Profit after purpose
Cynics might chuckle at talk of ‘purpose’ and ‘meaning’ in the commercial world. People work for a salary, they say, and to pay them, companies pursue profit. If the work has meaning, that is secondary.
The truth might be the reverse. Some of the most wildly successful and disruptive companies or organisations put purpose long before profit. As argued in Daniel Pink’s bestselling book Drive, Wikipedia, WordPress and Firefox were all effectively developed by unpaid volunteers or through open source models in which many key contributors received no financial reward, or even recognition. They were interested in the nature of the problem, the process of collaboration, or the utopian vision embodied in the technology (this is certainly true of the Internet’s founding fathers, like Tim Berners Lee). In short, all those goals that Erickson and others have articulated as intrinsic motivators. And their output has been far from trivial: Wikipedia is now the world’s go-to encyclopaedia, WordPress powers a quarter of Internet websites, and Apache, the world’s most used web server, is developed and maintained by an open community of developers.
Meritocracy and openness
While the five-category framework is a useful heuristic, it’s also true that people share certain common needs which are key to a healthy working culture that gets the best out of its people. One of those is autonomy. Rigid hierarchies are disillusioning and innovative companies build a more open, meritocratic structure.

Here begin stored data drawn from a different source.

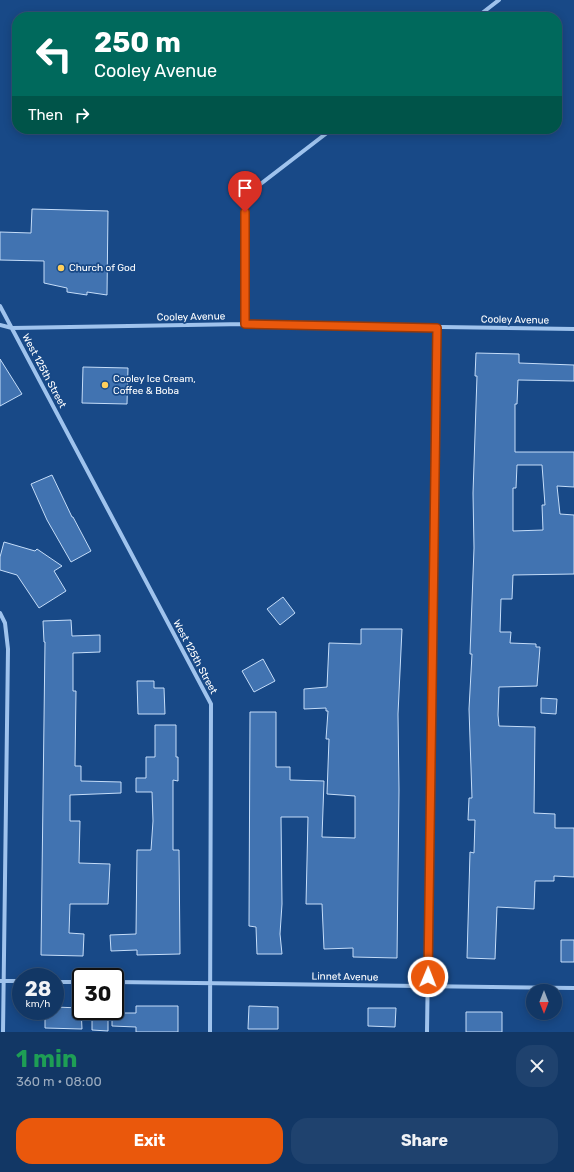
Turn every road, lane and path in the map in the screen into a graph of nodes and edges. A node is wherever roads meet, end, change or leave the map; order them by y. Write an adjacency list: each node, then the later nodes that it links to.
1 (499, 0): 2 (street)
2 (483, 12)
3 (326, 134): 5 (street)
4 (0, 306): 7 (street, West 125th Street)
5 (245, 324): 7 (street, Cooley Avenue); 8 (street, Cooley Avenue)
6 (0, 325): 7 (street, Cooley Avenue)
7 (12, 328): 13 (street, West 125th Street)
8 (437, 328): 9 (street, Cooley Avenue); 14 (street)
9 (574, 329)
10 (0, 613): 11 (street)
11 (2, 981): 16 (street)
12 (124, 982): 13 (street, Linnet Avenue)
13 (211, 983): 14 (street, Linnet Avenue); 17 (street, West 125th Street)
14 (428, 986): 15 (street, Linnet Avenue); 18 (street)
15 (574, 988)
16 (3, 1032)
17 (210, 1032)
18 (427, 1032)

When Darren Childs took over as CEO of UKTV in 2010, one of his primary goals was to build a corporate culture that generates a regular flow of good ideas. This meant radically changing the organisational structure and day-to-day running of the company. Mr Childs dispensed with the more traditional ‘command and control’ hierarchical, which he says is “better suited to the industrial revolution than the ‘digital revolution’”, in favour of a more open and collaborative environment where everyone works to brainstorm on ideas. “The new environment allows for collaboration and ideas to come from anyplace,” says Mr Childs. “One way we can disrupt the industry is by having more great creative ideas.”
The cultural transformation has paid off. During Mr Childs’s tenure, UKTV has launched new channels, video-on-demand and non-linear programming products, created a huge raft of original hit shows, and formed partnerships, including with pay TV providers BT and Sky. Viewership, revenue and profits have soared, with 2015 proving to be the most successful year in UKTV's 23-year history. “Our culture is the single biggest contributor to our financial success,” Mr Childs says. “Focusing on culture is one of the most important things a leader can do to change performance and outcomes.”
It is also one of the toughest innovation challenges business leaders face today. Entrenched corporate cultures thwart innovation efforts and suffer complacency in the face of disruption. Business leaders are trying a variety of approaches to reinvent their culture and deliver better innovation. Companies such as Cisco, Coca-Cola and GE have launched ‘internal start-up’ programmes, where teams work in an entrepreneurial bubble, to stimulate creativity. Others, including Booz Allen and UKTV, have launched Shark Tank style competitions where employees pitch ideas to improve the business, and the best ones get funding and support.
“Great ideas can come from anywhere,” says Mr Childs, who notes that more than 70% of his employees been involved in pitches to the quarterly ‘Innovation Pot’, which has led to several successful investment projects. One noteworthy example is a social media campaign for the 2015 premiere of Most Haunted, a ghost-hunter reality show. An employee suggested they run live-stream behind-the-scenes camera feeds on the network’s YouTube channel throughout the live ghost hunt event. That ‘second screen’ attracted nearly one million viewers and spurred 14 million tweets, according to Mr Childs, making it one of the most successful social media initiatives the company has ever run. It is one more confirmation, he says, that great innovation is not exclusive to the C-suite. “Everyone at UKTV knows they can contribute ideas and that they will be rewarded for their contributions. That empowers them to think differently on behalf of the business and provides new learning for us all.”
Recognition is a second cultural attribute that can drive disrupters. As companies get larger and work becomes inherently more complex, people can start to feel they are lost in a machine – risking the ‘clock-in, clock-out’ culture that disrupters and innovators avoid. Helping individuals see the direct impact of their work is vital to a culture of innovation. Companies must continually find ways to celebrate individuals for the work they do, says Mr Twiddy.